* **SOURCE MATERIAL**
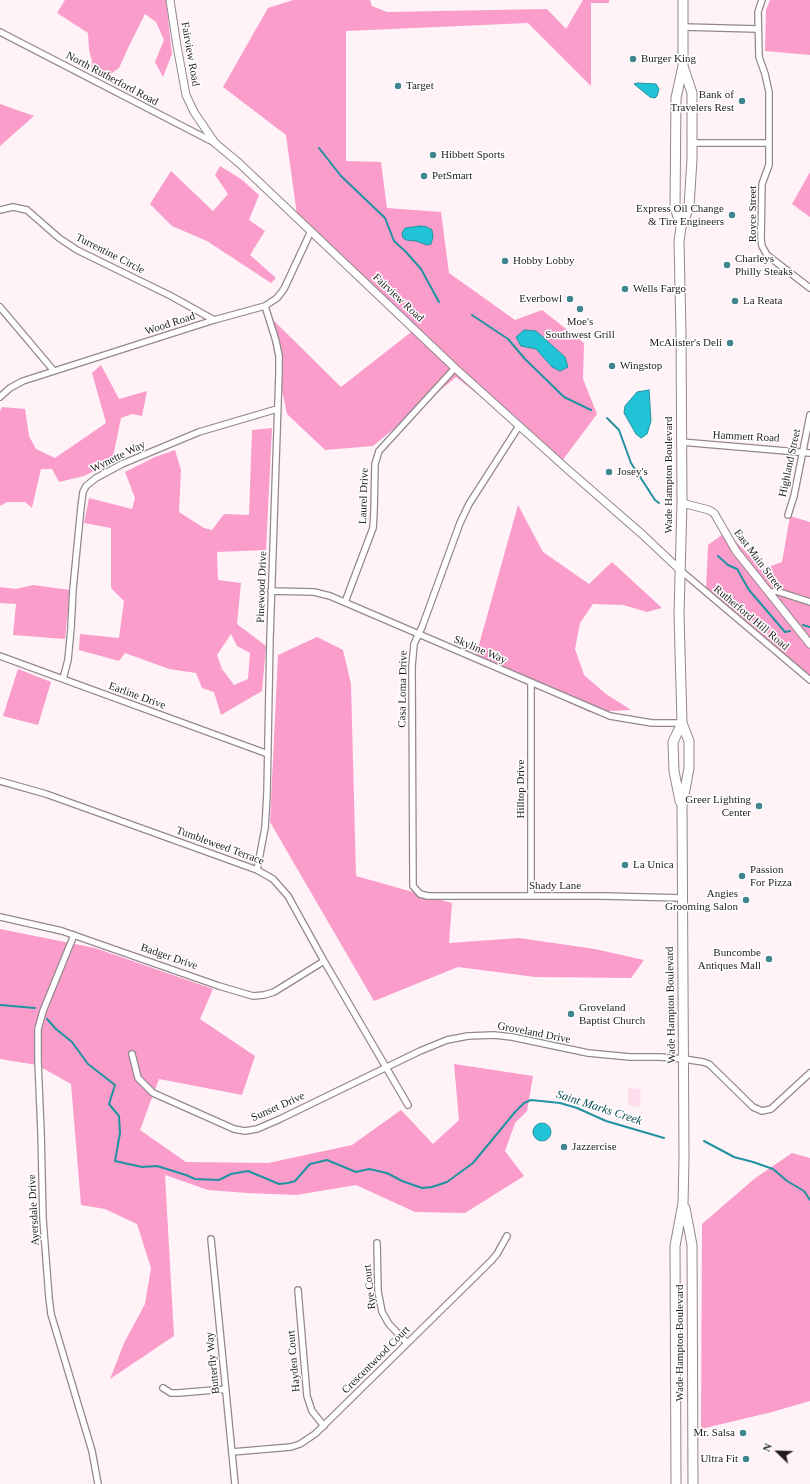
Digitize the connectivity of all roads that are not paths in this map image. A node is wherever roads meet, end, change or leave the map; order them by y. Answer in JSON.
{"nodes":[{"id":1,"x":170,"y":0,"type":"edge"},
{"id":2,"x":683,"y":0,"type":"edge"},
{"id":3,"x":762,"y":0,"type":"edge"},
{"id":4,"x":683,"y":27,"type":"junction"},
{"id":5,"x":758,"y":29,"type":"junction"},
{"id":6,"x":0,"y":32,"type":"edge"},
{"id":7,"x":683,"y":66,"type":"junction"},
{"id":8,"x":215,"y":143,"type":"junction"},
{"id":9,"x":691,"y":143,"type":"junction"},
{"id":10,"x":769,"y":143,"type":"junction"},
{"id":11,"x":0,"y":210,"type":"edge"},
{"id":12,"x":681,"y":227,"type":"junction"},
{"id":13,"x":312,"y":231,"type":"junction"},
{"id":14,"x":810,"y":288,"type":"edge"},
{"id":15,"x":265,"y":306,"type":"junction"},
{"id":16,"x":0,"y":307,"type":"edge"},
{"id":17,"x":214,"y":320,"type":"junction"},
{"id":18,"x":455,"y":368,"type":"junction"},
{"id":19,"x":54,"y":371,"type":"junction"},
{"id":20,"x":0,"y":397,"type":"edge"},
{"id":21,"x":277,"y":409,"type":"junction"},
{"id":22,"x":810,"y":415,"type":"edge"},
{"id":23,"x":519,"y":426,"type":"junction"},
{"id":24,"x":681,"y":442,"type":"junction"},
{"id":25,"x":803,"y":452,"type":"junction"},
{"id":26,"x":810,"y":452,"type":"edge"},
{"id":27,"x":682,"y":503,"type":"junction"},
{"id":28,"x":788,"y":515,"type":"dead end"},
{"id":29,"x":680,"y":570,"type":"junction"},
{"id":30,"x":272,"y":591,"type":"junction"},
{"id":31,"x":769,"y":593,"type":"junction"},
{"id":32,"x":345,"y":602,"type":"junction"},
{"id":33,"x":810,"y":602,"type":"edge"},
{"id":34,"x":418,"y":634,"type":"junction"},
{"id":35,"x":810,"y":644,"type":"edge"},
{"id":36,"x":0,"y":656,"type":"edge"},
{"id":37,"x":63,"y":679,"type":"junction"},
{"id":38,"x":810,"y":680,"type":"edge"},
{"id":39,"x":531,"y":683,"type":"junction"},
{"id":40,"x":682,"y":723,"type":"junction"},
{"id":41,"x":268,"y":754,"type":"junction"},
{"id":42,"x":0,"y":781,"type":"edge"},
{"id":43,"x":682,"y":806,"type":"junction"},
{"id":44,"x":257,"y":870,"type":"junction"},
{"id":45,"x":531,"y":895,"type":"junction"},
{"id":46,"x":428,"y":896,"type":"joint"},
{"id":47,"x":682,"y":898,"type":"junction"},
{"id":48,"x":0,"y":917,"type":"edge"},
{"id":49,"x":74,"y":935,"type":"junction"},
{"id":50,"x":324,"y":961,"type":"junction"},
{"id":51,"x":132,"y":1054,"type":"dead end"},
{"id":52,"x":684,"y":1059,"type":"junction"},
{"id":53,"x":386,"y":1068,"type":"junction"},
{"id":54,"x":810,"y":1073,"type":"edge"},
{"id":55,"x":408,"y":1105,"type":"dead end"},
{"id":56,"x":684,"y":1202,"type":"junction"},
{"id":57,"x":507,"y":1236,"type":"dead end"},
{"id":58,"x":211,"y":1239,"type":"dead end"},
{"id":59,"x":377,"y":1243,"type":"dead end"},
{"id":60,"x":298,"y":1290,"type":"dead end"},
{"id":61,"x":692,"y":1340,"type":"junction"},
{"id":62,"x":675,"y":1341,"type":"junction"},
{"id":63,"x":407,"y":1343,"type":"junction"},
{"id":64,"x":163,"y":1388,"type":"dead end"},
{"id":65,"x":226,"y":1389,"type":"junction"},
{"id":66,"x":324,"y":1426,"type":"junction"},
{"id":67,"x":232,"y":1452,"type":"junction"},
{"id":68,"x":98,"y":1484,"type":"edge"},
{"id":69,"x":235,"y":1484,"type":"edge"},
{"id":70,"x":676,"y":1484,"type":"edge"},
{"id":71,"x":693,"y":1484,"type":"edge"}],
"edges":[{"from":1,"to":8,"type":"street","name":"Fairview Road"},
{"from":2,"to":4,"type":"main road","name":"Wade Hampton Boulevard"},
{"from":3,"to":5,"type":"street","name":"Royce Street"},
{"from":4,"to":5,"type":"street"},
{"from":4,"to":7,"type":"main road","name":"Wade Hampton Boulevard"},
{"from":5,"to":10,"type":"street","name":"Royce Street"},
{"from":6,"to":8,"type":"street","name":"North Rutherford Road"},
{"from":7,"to":9,"type":"main road","name":"Wade Hampton Boulevard"},
{"from":7,"to":12,"type":"main road","name":"Wade Hampton Boulevard"},
{"from":8,"to":13,"type":"street","name":"Fairview Road"},
{"from":9,"to":10,"type":"street"},
{"from":9,"to":12,"type":"main road","name":"Wade Hampton Boulevard"},
{"from":10,"to":14,"type":"street","name":"Royce Street"},
{"from":11,"to":17,"type":"street","name":"Turrentine Circle"},
{"from":12,"to":24,"type":"main road","name":"Wade Hampton Boulevard"},
{"from":13,"to":15,"type":"street","name":"Wood Road"},
{"from":13,"to":18,"type":"street","name":"Fairview Road"},
{"from":15,"to":17,"type":"street","name":"Wood Road"},
{"from":15,"to":21,"type":"street","name":"Pinewood Drive"},
{"from":16,"to":19,"type":"street"},
{"from":17,"to":19,"type":"street","name":"Wood Road"},
{"from":18,"to":23,"type":"street","name":"Fairview Road"},
{"from":18,"to":32,"type":"street","name":"Laurel Drive"},
{"from":19,"to":20,"type":"street","name":"Wood Road"},
{"from":21,"to":30,"type":"street","name":"Pinewood Drive"},
{"from":21,"to":37,"type":"street","name":"Wynette Way"},
{"from":22,"to":25,"type":"street","name":"Highland Street"},
{"from":23,"to":29,"type":"street","name":"Fairview Road"},
{"from":23,"to":34,"type":"street","name":"Casa Loma Drive"},
{"from":24,"to":25,"type":"street","name":"Hammett Road"},
{"from":24,"to":27,"type":"main road","name":"Wade Hampton Boulevard"},
{"from":25,"to":26,"type":"street","name":"Hammett Road"},
{"from":25,"to":28,"type":"street","name":"Highland Street"},
{"from":27,"to":29,"type":"main road","name":"Wade Hampton Boulevard"},
{"from":27,"to":31,"type":"street","name":"East Main Street"},
{"from":29,"to":38,"type":"street","name":"Rutherford Hill Road"},
{"from":29,"to":40,"type":"main road","name":"Wade Hampton Boulevard"},
{"from":30,"to":32,"type":"street","name":"Skyline Way"},
{"from":30,"to":41,"type":"street","name":"Pinewood Drive"},
{"from":31,"to":33,"type":"street"},
{"from":31,"to":35,"type":"street","name":"East Main Street"},
{"from":32,"to":34,"type":"street","name":"Skyline Way"},
{"from":34,"to":39,"type":"street","name":"Skyline Way"},
{"from":34,"to":46,"type":"street","name":"Casa Loma Drive"},
{"from":36,"to":37,"type":"street","name":"Earline Drive"},
{"from":37,"to":41,"type":"street","name":"Earline Drive"},
{"from":39,"to":40,"type":"street","name":"Skyline Way"},
{"from":39,"to":45,"type":"street","name":"Hilltop Drive"},
{"from":40,"to":43,"type":"main road","name":"Wade Hampton Boulevard"},
{"from":40,"to":43,"type":"main road","name":"Wade Hampton Boulevard"},
{"from":41,"to":44,"type":"street","name":"Pinewood Drive"},
{"from":42,"to":44,"type":"street","name":"Tumbleweed Terrace"},
{"from":43,"to":47,"type":"main road","name":"Wade Hampton Boulevard"},
{"from":44,"to":50,"type":"street","name":"Tumbleweed Terrace"},
{"from":45,"to":46,"type":"street","name":"Shady Lane"},
{"from":45,"to":47,"type":"street","name":"Shady Lane"},
{"from":47,"to":52,"type":"main road","name":"Wade Hampton Boulevard"},
{"from":48,"to":49,"type":"street","name":"Badger Drive"},
{"from":49,"to":50,"type":"street","name":"Badger Drive"},
{"from":49,"to":68,"type":"street","name":"Ayersdale Drive"},
{"from":50,"to":53,"type":"street","name":"Tumbleweed Terrace"},
{"from":51,"to":53,"type":"street","name":"Sunset Drive"},
{"from":52,"to":53,"type":"street","name":"Groveland Drive"},
{"from":52,"to":54,"type":"street","name":"Groveland Drive"},
{"from":52,"to":56,"type":"main road","name":"Wade Hampton Boulevard"},
{"from":53,"to":55,"type":"street","name":"Tumbleweed Terrace"},
{"from":56,"to":61,"type":"main road","name":"Wade Hampton Boulevard"},
{"from":56,"to":62,"type":"main road","name":"Wade Hampton Boulevard"},
{"from":57,"to":63,"type":"street","name":"Crescentwood Court"},
{"from":58,"to":65,"type":"street","name":"Butterfly Way"},
{"from":59,"to":63,"type":"street","name":"Rye Court"},
{"from":60,"to":66,"type":"street","name":"Hayden Court"},
{"from":61,"to":62,"type":"main road"},
{"from":61,"to":71,"type":"main road","name":"Wade Hampton Boulevard"},
{"from":62,"to":70,"type":"main road","name":"Wade Hampton Boulevard"},
{"from":63,"to":66,"type":"street","name":"Crescentwood Court"},
{"from":64,"to":65,"type":"street"},
{"from":65,"to":67,"type":"street","name":"Butterfly Way"},
{"from":66,"to":67,"type":"street","name":"Crescentwood Court"},
{"from":67,"to":69,"type":"street","name":"Butterfly Way"}]}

* **EXERCISE**
Lines containing the word "Lane": copy each of them from the material.

* **ANSWER SPACE**
{"from":45,"to":46,"type":"street","name":"Shady Lane"},
{"from":45,"to":47,"type":"street","name":"Shady Lane"},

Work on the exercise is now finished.